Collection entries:
------------------------------

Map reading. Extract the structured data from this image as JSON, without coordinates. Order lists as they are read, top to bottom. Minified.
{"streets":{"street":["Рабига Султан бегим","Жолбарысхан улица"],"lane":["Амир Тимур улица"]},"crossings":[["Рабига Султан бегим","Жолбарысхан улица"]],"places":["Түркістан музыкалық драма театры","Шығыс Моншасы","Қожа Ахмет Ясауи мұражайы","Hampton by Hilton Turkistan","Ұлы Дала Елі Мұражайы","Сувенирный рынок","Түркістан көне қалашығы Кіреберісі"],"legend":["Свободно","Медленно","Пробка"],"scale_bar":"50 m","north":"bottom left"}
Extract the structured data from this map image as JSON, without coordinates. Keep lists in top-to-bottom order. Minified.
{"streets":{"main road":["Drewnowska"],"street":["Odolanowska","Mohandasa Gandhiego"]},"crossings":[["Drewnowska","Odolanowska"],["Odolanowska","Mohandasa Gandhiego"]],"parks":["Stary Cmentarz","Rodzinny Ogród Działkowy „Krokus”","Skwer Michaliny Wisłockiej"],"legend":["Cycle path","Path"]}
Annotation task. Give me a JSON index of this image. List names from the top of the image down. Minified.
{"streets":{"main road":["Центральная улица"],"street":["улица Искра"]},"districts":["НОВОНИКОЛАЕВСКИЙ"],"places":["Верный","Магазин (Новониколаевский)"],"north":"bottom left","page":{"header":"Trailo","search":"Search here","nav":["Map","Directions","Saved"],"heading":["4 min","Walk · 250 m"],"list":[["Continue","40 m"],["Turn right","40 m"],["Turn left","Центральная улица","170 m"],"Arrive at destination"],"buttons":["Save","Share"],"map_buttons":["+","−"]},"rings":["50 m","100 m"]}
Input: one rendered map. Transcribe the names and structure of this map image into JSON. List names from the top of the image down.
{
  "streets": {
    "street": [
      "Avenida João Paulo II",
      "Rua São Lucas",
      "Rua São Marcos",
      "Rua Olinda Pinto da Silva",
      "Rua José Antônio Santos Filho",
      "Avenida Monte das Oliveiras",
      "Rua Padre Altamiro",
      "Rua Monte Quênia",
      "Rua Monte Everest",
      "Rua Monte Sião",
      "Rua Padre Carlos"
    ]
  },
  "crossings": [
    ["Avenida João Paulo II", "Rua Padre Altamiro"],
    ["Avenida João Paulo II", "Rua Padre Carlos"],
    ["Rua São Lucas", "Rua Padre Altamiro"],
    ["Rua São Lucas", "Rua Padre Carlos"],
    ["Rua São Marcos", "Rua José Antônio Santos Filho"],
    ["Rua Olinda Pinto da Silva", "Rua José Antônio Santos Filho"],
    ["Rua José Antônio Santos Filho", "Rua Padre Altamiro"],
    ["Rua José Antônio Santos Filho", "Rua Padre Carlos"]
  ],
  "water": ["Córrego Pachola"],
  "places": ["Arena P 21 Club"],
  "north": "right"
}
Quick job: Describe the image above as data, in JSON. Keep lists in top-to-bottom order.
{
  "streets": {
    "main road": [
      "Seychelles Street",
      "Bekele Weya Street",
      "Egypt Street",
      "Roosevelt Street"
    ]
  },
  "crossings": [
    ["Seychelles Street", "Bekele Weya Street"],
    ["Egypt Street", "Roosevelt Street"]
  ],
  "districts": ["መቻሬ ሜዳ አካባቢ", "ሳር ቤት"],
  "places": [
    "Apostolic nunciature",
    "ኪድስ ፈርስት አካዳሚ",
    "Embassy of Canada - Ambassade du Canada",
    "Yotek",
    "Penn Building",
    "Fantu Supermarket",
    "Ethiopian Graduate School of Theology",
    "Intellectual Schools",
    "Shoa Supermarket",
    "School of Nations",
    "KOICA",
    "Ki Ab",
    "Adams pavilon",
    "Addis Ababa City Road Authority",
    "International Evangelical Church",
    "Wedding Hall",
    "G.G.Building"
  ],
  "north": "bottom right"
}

------------------------------

__Assignment__.
All of the records above should be repeated exactly.

__Expected answer__.
Map reading. Extract the structured data from this image as JSON, without coordinates. Order lists as they are read, top to bottom. Minified.
{"streets":{"street":["Рабига Султан бегим","Жолбарысхан улица"],"lane":["Амир Тимур улица"]},"crossings":[["Рабига Султан бегим","Жолбарысхан улица"]],"places":["Түркістан музыкалық драма театры","Шығыс Моншасы","Қожа Ахмет Ясауи мұражайы","Hampton by Hilton Turkistan","Ұлы Дала Елі Мұражайы","Сувенирный рынок","Түркістан көне қалашығы Кіреберісі"],"legend":["Свободно","Медленно","Пробка"],"scale_bar":"50 m","north":"bottom left"}
Extract the structured data from this map image as JSON, without coordinates. Keep lists in top-to-bottom order. Minified.
{"streets":{"main road":["Drewnowska"],"street":["Odolanowska","Mohandasa Gandhiego"]},"crossings":[["Drewnowska","Odolanowska"],["Odolanowska","Mohandasa Gandhiego"]],"parks":["Stary Cmentarz","Rodzinny Ogród Działkowy „Krokus”","Skwer Michaliny Wisłockiej"],"legend":["Cycle path","Path"]}
Annotation task. Give me a JSON index of this image. List names from the top of the image down. Minified.
{"streets":{"main road":["Центральная улица"],"street":["улица Искра"]},"districts":["НОВОНИКОЛАЕВСКИЙ"],"places":["Верный","Магазин (Новониколаевский)"],"north":"bottom left","page":{"header":"Trailo","search":"Search here","nav":["Map","Directions","Saved"],"heading":["4 min","Walk · 250 m"],"list":[["Continue","40 m"],["Turn right","40 m"],["Turn left","Центральная улица","170 m"],"Arrive at destination"],"buttons":["Save","Share"],"map_buttons":["+","−"]},"rings":["50 m","100 m"]}
Input: one rendered map. Transcribe the names and structure of this map image into JSON. List names from the top of the image down.
{
  "streets": {
    "street": [
      "Avenida João Paulo II",
      "Rua São Lucas",
      "Rua São Marcos",
      "Rua Olinda Pinto da Silva",
      "Rua José Antônio Santos Filho",
      "Avenida Monte das Oliveiras",
      "Rua Padre Altamiro",
      "Rua Monte Quênia",
      "Rua Monte Everest",
      "Rua Monte Sião",
      "Rua Padre Carlos"
    ]
  },
  "crossings": [
    ["Avenida João Paulo II", "Rua Padre Altamiro"],
    ["Avenida João Paulo II", "Rua Padre Carlos"],
    ["Rua São Lucas", "Rua Padre Altamiro"],
    ["Rua São Lucas", "Rua Padre Carlos"],
    ["Rua São Marcos", "Rua José Antônio Santos Filho"],
    ["Rua Olinda Pinto da Silva", "Rua José Antônio Santos Filho"],
    ["Rua José Antônio Santos Filho", "Rua Padre Altamiro"],
    ["Rua José Antônio Santos Filho", "Rua Padre Carlos"]
  ],
  "water": ["Córrego Pachola"],
  "places": ["Arena P 21 Club"],
  "north": "right"
}
Quick job: Describe the image above as data, in JSON. Keep lists in top-to-bottom order.
{
  "streets": {
    "main road": [
      "Seychelles Street",
      "Bekele Weya Street",
      "Egypt Street",
      "Roosevelt Street"
    ]
  },
  "crossings": [
    ["Seychelles Street", "Bekele Weya Street"],
    ["Egypt Street", "Roosevelt Street"]
  ],
  "districts": ["መቻሬ ሜዳ አካባቢ", "ሳር ቤት"],
  "places": [
    "Apostolic nunciature",
    "ኪድስ ፈርስት አካዳሚ",
    "Embassy of Canada - Ambassade du Canada",
    "Yotek",
    "Penn Building",
    "Fantu Supermarket",
    "Ethiopian Graduate School of Theology",
    "Intellectual Schools",
    "Shoa Supermarket",
    "School of Nations",
    "KOICA",
    "Ki Ab",
    "Adams pavilon",
    "Addis Ababa City Road Authority",
    "International Evangelical Church",
    "Wedding Hall",
    "G.G.Building"
  ],
  "north": "bottom right"
}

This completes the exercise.